Kubicki will Jamaika um jeden Preis

Im aktuellen SPIEGEL-Interview vermittelt FDP-Vize Wolfgang Kubicki den Eindruck, er wolle Jamaika um jeden Preis. Auch unter Preisgabe zentraler FDP-Positionen.

© Morris MacMatzen/Getty Images

Während Christian Lindner zu Recht immer wieder betont, es sei keineswegs eine ausgemachte Sache, sondern höchst unsicher, ob Jamaika komme, vermittelt sein Vize Kubicki im SPIEGEL-Interview den Eindruck, als ob Jamaika bestimmt komme, wenn nur „Vertrauen“ zwischen Grünen und FDP aufgebaut werde. Dafür müsse man lediglich „gegenseitige Zerrbilder“ auflösen.

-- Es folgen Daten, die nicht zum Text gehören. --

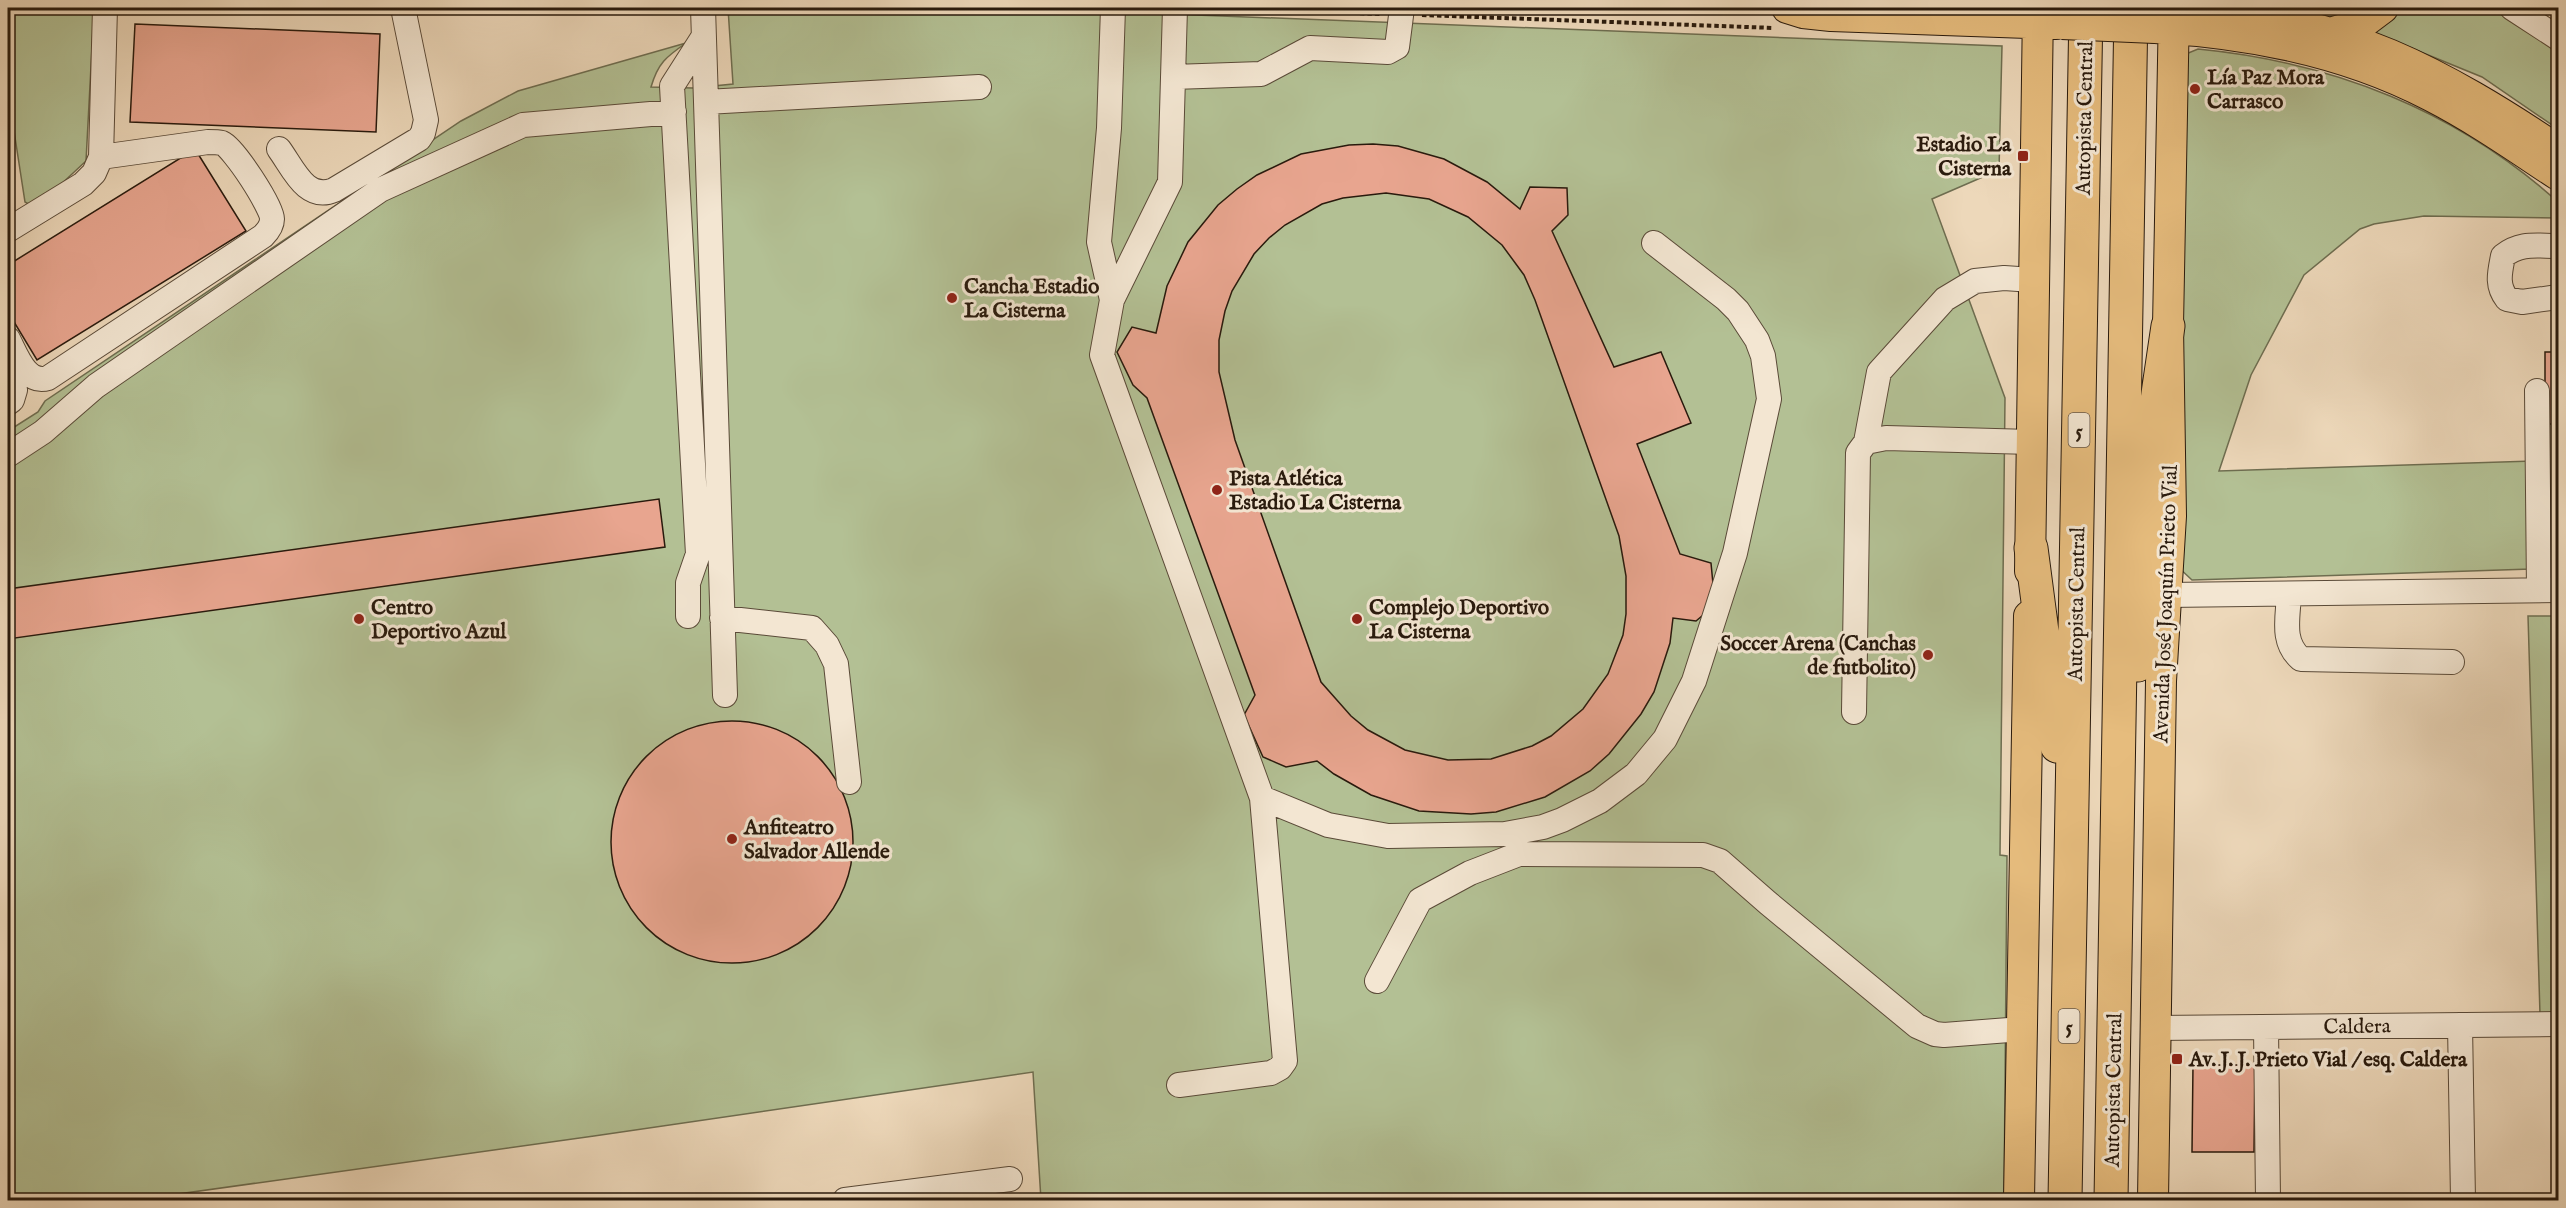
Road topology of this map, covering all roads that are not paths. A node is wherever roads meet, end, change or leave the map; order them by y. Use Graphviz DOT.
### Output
graph roads {
  1 [pos="105,8"];
  2 [pos="403,8"];
  3 [pos="703,8"];
  4 [pos="1113,8"];
  5 [pos="1175,8"];
  6 [pos="2202,8"];
  7 [pos="2383,8"];
  8 [pos="2512,8"];
  9 [pos="1402,11"];
  10 [pos="2056,16"];
  11 [pos="1783,18"];
  12 [pos="2158,18"];
  13 [pos="2332,32"];
  14 [pos="2559,38"];
  15 [pos="702,39"];
  16 [pos="1173,77"];
  17 [pos="979,87"];
  18 [pos="706,102"];
  19 [pos="674,112"];
  20 [pos="279,149"];
  21 [pos="2559,150"];
  22 [pos="101,158"];
  23 [pos="2559,175"];
  24 [pos="8,230"];
  25 [pos="1654,243"];
  26 [pos="2559,246"];
  27 [pos="2033,280"];
  28 [pos="2559,297"];
  29 [pos="1112,300"];
  30 [pos="2168,326"];
  31 [pos="8,339"];
  32 [pos="8,371"];
  33 [pos="2537,391"];
  34 [pos="8,403"];
  35 [pos="2548,439"];
  36 [pos="1866,442"];
  37 [pos="2031,442"];
  38 [pos="8,455"];
  39 [pos="2031,548"];
  40 [pos="2549,590"];
  41 [pos="2289,594"];
  42 [pos="2167,595"];
  43 [pos="688,616"];
  44 [pos="722,618"];
  45 [pos="2452,662"];
  46 [pos="724,695"];
  47 [pos="1854,712"];
  48 [pos="2118,764"];
  49 [pos="849,782"];
  50 [pos="1262,798"];
  51 [pos="2072,852"];
  52 [pos="1377,981"];
  53 [pos="2559,1024"];
  54 [pos="2460,1025"];
  55 [pos="2266,1027"];
  56 [pos="2155,1028"];
  57 [pos="2022,1029"];
  58 [pos="1179,1085"];
  59 [pos="1010,1179"];
  60 [pos="925,1195"];
  61 [pos="845,1200"];
  62 [pos="2019,1200"];
  63 [pos="2065,1200"];
  64 [pos="2111,1200"];
  65 [pos="2153,1200"];
  66 [pos="2268,1200"];
  67 [pos="2463,1200"];
  1 -- 22 [label="street"];
  2 -- 20 [label="street"];
  3 -- 15 [label="street"];
  4 -- 29 [label="street"];
  5 -- 16 [label="street"];
  6 -- 13 [label="main road"];
  7 -- 13 [label="main road"];
  8 -- 14 [label="street"];
  9 -- 16 [label="street"];
  10 -- 11 [label="main road"];
  10 -- 12 [label="main road, bridge"];
  10 -- 27 [label="main road"];
  10 -- 51 [label="highway, Autopista Central / 5"];
  12 -- 23 [label="main road"];
  12 -- 30 [label="main road, Avenida José Joaquín Prieto Vial"];
  12 -- 48 [label="highway, Autopista Central"];
  13 -- 21 [label="main road"];
  15 -- 18 [label="street"];
  15 -- 19 [label="street"];
  16 -- 29 [label="street"];
  17 -- 18 [label="street"];
  18 -- 44 [label="street"];
  19 -- 38 [label="street"];
  19 -- 43 [label="street"];
  22 -- 24 [label="street"];
  22 -- 31 [label="street"];
  25 -- 50 [label="street"];
  26 -- 28 [label="street"];
  27 -- 36 [label="street"];
  27 -- 37 [label="main road"];
  29 -- 50 [label="street"];
  30 -- 42 [label="main road, Avenida José Joaquín Prieto Vial"];
  30 -- 48 [label="highway"];
  32 -- 34 [label="street"];
  33 -- 35 [label="street"];
  35 -- 40 [label="street"];
  36 -- 37 [label="street"];
  36 -- 47 [label="street"];
  37 -- 39 [label="main road"];
  39 -- 51 [label="highway"];
  39 -- 57 [label="main road"];
  40 -- 41 [label="street"];
  41 -- 42 [label="street"];
  41 -- 45 [label="street"];
  42 -- 56 [label="main road, Avenida José Joaquín Prieto Vial"];
  44 -- 46 [label="street"];
  44 -- 49 [label="street"];
  48 -- 64 [label="highway, Autopista Central"];
  50 -- 58 [label="street"];
  51 -- 63 [label="highway, Autopista Central / 5"];
  52 -- 57 [label="street"];
  53 -- 54 [label="street, Caldera"];
  54 -- 55 [label="street, Caldera"];
  54 -- 67 [label="street"];
  55 -- 56 [label="street, Caldera"];
  55 -- 66 [label="street"];
  56 -- 65 [label="main road, Avenida José Joaquín Prieto Vial"];
  57 -- 62 [label="main road"];
  59 -- 60 [label="street"];
  60 -- 61 [label="street"];
}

Viele Grünen-Politiker hielten die FDP für „herzlose Neoliberale“ und viele Freidemokraten hielten die Grünen für „ideologiefixierte Verbotsapostel“, beklagt Kubicki. Was, bitte schön, ist denn daran falsch? Seit wann schämt sich die FDP dafür, „neoliberal“ zu sein? Und stimmt es denn nicht, dass die Grünen ideologiefixierte Verbotsapostel sind? Sind das denn „Zerrbilder“, wie Kubicki meint, oder ist es einfach wahr?

„Flüchtlingspolitik“

Offene Flanken, rote Linien
Maybrit Illner: Der Herr erspare uns eine Regierung aus CDU/CSU/FDP und KGE!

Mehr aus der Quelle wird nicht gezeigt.